The parasitic element 40 array according to some embodiments of the present disclosure may also be configured to improve the cross-polarization performance of the base station antenna 100, eg, the cross-polarization discrimination rate. The cross-polarization discrimination ratio is the ratio of the received main-polarization field strength to the cross-polarization field strength in the direction of maximum radiation. The horizontal and/or vertical components of the antenna beam at some scan angles can be balanced by adjusting the horizontal and/or vertical components of the parasitic element 40 (eg, the size parameters of the first parasitic sub-component 41 and/or the second parasitic sub-component 42 ). direct component, thereby improving the cross-polarization performance of the base station antenna 100. In some embodiments, the extension length of the first parasitic subcomponent 41 in the first direction may be different (eg, greater or less than) the extension length of the second parasitic subcomponent 42 in the second direction.

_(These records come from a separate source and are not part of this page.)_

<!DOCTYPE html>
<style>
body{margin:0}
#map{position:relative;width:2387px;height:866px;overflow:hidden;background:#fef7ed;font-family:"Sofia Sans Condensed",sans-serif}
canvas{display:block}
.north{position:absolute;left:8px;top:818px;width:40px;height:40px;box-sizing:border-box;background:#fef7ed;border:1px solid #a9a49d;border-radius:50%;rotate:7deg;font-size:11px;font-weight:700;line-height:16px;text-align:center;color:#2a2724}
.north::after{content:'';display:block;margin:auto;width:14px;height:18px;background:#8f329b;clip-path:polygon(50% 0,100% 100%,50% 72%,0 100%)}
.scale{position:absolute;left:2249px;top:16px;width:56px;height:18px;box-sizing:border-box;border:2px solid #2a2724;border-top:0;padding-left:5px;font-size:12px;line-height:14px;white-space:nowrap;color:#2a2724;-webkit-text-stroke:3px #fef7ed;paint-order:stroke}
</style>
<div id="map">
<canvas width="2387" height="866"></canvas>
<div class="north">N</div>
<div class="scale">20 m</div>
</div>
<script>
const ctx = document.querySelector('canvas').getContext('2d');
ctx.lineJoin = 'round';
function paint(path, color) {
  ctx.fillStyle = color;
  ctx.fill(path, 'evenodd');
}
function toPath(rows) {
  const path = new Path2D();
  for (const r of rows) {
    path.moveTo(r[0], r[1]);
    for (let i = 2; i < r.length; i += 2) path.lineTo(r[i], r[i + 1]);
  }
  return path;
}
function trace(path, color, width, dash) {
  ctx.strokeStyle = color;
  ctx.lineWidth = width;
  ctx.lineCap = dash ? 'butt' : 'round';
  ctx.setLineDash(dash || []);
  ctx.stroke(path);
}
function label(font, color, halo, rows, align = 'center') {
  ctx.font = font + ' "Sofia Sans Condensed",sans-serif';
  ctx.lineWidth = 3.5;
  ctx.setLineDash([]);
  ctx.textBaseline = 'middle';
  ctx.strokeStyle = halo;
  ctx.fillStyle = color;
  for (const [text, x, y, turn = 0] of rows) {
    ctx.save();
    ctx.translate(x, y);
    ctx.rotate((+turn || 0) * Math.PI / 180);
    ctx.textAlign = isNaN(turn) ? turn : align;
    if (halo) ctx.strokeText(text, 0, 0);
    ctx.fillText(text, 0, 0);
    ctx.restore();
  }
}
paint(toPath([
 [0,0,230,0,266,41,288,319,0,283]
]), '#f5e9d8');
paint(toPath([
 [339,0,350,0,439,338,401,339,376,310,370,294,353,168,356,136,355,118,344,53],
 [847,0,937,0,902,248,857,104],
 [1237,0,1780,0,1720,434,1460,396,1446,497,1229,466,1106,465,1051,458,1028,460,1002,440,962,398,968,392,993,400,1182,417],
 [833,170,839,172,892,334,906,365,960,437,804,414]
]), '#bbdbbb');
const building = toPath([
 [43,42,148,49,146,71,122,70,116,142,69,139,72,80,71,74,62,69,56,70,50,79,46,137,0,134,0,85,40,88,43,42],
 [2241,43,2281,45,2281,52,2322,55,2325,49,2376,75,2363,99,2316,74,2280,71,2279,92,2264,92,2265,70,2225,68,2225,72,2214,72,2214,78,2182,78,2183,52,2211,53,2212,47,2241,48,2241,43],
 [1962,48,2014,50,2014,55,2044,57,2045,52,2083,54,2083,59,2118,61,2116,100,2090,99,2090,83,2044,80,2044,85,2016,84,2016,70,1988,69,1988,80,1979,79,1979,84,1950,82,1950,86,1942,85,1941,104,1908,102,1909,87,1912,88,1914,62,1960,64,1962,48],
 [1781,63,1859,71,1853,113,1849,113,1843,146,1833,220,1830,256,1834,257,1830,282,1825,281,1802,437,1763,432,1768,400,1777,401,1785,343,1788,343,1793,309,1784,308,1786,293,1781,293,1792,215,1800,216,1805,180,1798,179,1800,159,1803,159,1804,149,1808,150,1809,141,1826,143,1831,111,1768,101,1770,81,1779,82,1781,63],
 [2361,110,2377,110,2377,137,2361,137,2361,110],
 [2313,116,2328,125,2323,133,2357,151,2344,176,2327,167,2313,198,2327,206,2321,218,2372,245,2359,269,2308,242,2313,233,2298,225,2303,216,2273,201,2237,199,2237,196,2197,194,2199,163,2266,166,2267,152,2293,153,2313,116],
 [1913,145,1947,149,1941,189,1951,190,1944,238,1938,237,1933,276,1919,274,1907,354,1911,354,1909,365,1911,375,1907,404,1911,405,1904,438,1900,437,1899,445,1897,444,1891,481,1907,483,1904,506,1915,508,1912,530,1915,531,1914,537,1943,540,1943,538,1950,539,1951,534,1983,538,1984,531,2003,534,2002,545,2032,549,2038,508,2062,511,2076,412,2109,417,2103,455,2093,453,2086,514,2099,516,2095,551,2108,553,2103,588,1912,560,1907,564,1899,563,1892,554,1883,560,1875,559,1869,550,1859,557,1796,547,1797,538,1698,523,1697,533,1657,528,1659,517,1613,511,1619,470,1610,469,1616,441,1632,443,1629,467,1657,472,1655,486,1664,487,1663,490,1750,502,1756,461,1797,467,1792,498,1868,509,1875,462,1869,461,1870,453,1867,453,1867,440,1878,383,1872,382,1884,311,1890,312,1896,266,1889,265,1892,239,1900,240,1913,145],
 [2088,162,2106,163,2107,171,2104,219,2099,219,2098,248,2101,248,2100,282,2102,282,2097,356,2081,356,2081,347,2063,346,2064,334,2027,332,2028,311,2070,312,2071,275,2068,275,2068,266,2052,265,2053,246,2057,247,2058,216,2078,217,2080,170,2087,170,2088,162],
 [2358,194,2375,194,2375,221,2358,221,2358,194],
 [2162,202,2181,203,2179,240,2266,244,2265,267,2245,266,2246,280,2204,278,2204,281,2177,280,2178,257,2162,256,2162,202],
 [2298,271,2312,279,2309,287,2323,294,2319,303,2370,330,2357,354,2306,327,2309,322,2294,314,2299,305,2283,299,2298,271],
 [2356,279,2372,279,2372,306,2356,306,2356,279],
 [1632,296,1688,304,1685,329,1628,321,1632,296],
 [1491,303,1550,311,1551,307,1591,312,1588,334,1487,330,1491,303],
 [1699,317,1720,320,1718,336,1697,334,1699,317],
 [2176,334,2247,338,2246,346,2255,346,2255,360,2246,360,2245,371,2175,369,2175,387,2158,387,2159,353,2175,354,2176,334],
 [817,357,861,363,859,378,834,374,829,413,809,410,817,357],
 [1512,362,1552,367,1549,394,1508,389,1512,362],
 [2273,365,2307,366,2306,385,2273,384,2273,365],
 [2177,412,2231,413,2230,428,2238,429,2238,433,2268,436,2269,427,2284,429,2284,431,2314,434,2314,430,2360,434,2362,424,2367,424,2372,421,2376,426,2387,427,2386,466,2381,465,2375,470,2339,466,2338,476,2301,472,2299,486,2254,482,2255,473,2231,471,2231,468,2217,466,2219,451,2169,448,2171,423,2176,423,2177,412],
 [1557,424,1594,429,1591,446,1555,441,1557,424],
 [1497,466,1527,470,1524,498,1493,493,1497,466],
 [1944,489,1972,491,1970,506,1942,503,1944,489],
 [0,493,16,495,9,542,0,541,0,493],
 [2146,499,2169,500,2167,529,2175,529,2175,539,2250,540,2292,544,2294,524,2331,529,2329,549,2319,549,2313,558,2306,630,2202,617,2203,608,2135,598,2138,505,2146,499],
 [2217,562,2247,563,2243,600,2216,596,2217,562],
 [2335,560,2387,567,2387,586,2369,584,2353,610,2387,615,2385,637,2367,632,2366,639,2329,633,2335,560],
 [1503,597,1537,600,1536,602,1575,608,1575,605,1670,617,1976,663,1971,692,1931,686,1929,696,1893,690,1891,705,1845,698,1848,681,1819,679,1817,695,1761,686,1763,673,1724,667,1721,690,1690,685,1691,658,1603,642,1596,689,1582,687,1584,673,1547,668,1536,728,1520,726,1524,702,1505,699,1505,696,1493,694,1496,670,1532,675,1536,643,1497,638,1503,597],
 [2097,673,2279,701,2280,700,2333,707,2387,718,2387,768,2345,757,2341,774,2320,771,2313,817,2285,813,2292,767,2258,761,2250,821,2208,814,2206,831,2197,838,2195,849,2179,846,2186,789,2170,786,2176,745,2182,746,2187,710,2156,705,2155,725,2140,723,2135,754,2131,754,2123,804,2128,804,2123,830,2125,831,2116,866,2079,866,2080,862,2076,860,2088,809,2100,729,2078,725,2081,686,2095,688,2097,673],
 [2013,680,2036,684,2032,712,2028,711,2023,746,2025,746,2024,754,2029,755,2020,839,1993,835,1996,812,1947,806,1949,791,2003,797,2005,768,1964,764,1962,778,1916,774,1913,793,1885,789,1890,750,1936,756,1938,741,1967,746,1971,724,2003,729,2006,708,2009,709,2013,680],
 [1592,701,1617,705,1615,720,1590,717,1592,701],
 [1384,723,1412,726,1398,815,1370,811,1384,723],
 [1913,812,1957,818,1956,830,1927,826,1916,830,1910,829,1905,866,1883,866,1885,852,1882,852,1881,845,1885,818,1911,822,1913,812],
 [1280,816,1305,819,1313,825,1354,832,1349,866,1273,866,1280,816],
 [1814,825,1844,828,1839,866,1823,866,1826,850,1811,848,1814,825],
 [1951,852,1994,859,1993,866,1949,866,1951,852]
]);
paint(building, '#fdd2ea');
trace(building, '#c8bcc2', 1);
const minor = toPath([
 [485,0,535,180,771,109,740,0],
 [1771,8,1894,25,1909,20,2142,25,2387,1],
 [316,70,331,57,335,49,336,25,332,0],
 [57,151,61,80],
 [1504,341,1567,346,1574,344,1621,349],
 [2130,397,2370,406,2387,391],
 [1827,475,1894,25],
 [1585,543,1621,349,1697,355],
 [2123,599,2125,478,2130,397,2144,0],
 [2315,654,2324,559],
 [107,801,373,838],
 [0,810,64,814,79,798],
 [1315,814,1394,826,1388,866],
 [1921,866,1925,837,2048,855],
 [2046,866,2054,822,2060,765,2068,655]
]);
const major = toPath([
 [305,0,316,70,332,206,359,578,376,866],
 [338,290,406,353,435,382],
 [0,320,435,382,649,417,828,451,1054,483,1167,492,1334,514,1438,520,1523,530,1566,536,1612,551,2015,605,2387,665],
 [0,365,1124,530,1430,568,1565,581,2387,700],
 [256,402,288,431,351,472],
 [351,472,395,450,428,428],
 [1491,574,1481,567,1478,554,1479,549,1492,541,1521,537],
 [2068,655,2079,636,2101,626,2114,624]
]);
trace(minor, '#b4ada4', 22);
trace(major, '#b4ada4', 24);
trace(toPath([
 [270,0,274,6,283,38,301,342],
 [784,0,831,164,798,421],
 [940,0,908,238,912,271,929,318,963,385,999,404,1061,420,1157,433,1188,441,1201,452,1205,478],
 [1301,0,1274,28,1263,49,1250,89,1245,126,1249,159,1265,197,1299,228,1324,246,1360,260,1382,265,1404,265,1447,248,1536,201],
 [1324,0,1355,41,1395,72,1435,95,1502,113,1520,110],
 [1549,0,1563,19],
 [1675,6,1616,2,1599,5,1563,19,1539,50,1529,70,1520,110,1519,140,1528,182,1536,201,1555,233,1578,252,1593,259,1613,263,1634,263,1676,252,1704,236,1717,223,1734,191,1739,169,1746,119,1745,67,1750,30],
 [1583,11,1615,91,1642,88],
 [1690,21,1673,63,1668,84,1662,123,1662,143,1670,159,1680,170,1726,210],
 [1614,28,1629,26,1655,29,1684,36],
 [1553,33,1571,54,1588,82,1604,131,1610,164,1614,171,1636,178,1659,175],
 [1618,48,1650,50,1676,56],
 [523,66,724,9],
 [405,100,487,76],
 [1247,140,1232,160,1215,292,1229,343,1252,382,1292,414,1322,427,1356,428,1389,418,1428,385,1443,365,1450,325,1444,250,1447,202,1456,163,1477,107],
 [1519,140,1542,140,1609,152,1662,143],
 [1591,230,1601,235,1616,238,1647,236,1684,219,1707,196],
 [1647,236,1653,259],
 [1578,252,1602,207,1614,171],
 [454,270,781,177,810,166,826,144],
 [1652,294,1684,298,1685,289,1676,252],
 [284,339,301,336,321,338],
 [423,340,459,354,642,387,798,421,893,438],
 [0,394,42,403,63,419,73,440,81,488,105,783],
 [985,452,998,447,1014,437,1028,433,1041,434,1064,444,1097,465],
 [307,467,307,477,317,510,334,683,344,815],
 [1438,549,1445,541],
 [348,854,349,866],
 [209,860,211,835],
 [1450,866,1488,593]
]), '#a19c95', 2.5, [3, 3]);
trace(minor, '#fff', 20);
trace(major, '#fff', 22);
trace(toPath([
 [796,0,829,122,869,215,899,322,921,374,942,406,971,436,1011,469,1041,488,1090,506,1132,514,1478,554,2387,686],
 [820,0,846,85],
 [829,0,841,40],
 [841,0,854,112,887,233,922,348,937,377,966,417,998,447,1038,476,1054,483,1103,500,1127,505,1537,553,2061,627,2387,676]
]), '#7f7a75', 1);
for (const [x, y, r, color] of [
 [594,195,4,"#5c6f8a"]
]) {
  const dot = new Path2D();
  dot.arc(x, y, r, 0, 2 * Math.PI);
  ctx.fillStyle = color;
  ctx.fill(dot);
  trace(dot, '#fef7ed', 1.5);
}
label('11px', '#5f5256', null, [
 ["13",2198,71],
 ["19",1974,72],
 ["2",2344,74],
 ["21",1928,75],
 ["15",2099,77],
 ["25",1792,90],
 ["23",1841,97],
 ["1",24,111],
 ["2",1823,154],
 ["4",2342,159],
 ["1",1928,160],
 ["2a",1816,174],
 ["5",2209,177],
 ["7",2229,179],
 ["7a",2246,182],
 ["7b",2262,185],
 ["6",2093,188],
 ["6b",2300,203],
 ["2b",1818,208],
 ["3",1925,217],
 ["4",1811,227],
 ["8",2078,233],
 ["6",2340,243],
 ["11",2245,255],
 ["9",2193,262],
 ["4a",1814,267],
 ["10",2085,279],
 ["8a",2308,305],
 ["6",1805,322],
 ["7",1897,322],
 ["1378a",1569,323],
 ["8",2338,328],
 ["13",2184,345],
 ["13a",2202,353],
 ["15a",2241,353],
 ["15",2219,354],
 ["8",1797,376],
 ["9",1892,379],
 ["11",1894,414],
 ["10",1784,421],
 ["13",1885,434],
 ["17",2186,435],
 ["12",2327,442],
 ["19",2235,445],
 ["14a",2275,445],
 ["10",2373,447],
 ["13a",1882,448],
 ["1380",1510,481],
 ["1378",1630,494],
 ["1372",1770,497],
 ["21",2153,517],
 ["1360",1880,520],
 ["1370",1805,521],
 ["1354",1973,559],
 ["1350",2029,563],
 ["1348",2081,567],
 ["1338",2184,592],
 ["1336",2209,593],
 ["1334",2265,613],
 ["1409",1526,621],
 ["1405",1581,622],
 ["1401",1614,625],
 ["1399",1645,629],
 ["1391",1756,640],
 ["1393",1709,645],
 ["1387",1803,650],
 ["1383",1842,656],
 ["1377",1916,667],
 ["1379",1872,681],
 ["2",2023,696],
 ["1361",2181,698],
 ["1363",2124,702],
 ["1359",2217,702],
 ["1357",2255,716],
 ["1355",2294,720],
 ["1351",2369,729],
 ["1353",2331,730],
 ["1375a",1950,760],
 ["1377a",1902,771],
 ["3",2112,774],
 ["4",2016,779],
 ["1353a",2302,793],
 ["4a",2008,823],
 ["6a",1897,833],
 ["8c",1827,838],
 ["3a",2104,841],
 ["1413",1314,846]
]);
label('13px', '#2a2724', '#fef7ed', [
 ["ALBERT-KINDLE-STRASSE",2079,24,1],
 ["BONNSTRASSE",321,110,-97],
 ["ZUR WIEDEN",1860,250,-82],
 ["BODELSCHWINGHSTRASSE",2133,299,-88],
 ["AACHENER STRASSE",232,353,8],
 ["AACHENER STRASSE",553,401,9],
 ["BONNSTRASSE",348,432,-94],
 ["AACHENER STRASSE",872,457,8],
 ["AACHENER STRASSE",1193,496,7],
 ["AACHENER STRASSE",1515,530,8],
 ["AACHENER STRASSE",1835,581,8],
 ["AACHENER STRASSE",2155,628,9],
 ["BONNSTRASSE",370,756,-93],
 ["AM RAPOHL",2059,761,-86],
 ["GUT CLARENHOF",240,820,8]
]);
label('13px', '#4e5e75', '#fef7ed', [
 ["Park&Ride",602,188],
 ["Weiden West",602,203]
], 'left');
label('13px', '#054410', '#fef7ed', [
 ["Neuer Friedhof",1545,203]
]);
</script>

In some embodiments, the array of parasitic elements 40 may be configured to: improve the peak cross-polarization discrimination rate of the antenna beam generated by the base station antenna 100 at a horizontal scan angle greater than the first angle and/or improve the rate of peak cross-polarization generated by the base station antenna 100 The peak cross-polarization discrimination ratio of the antenna beam at a horizontal scan angle smaller than the second angle.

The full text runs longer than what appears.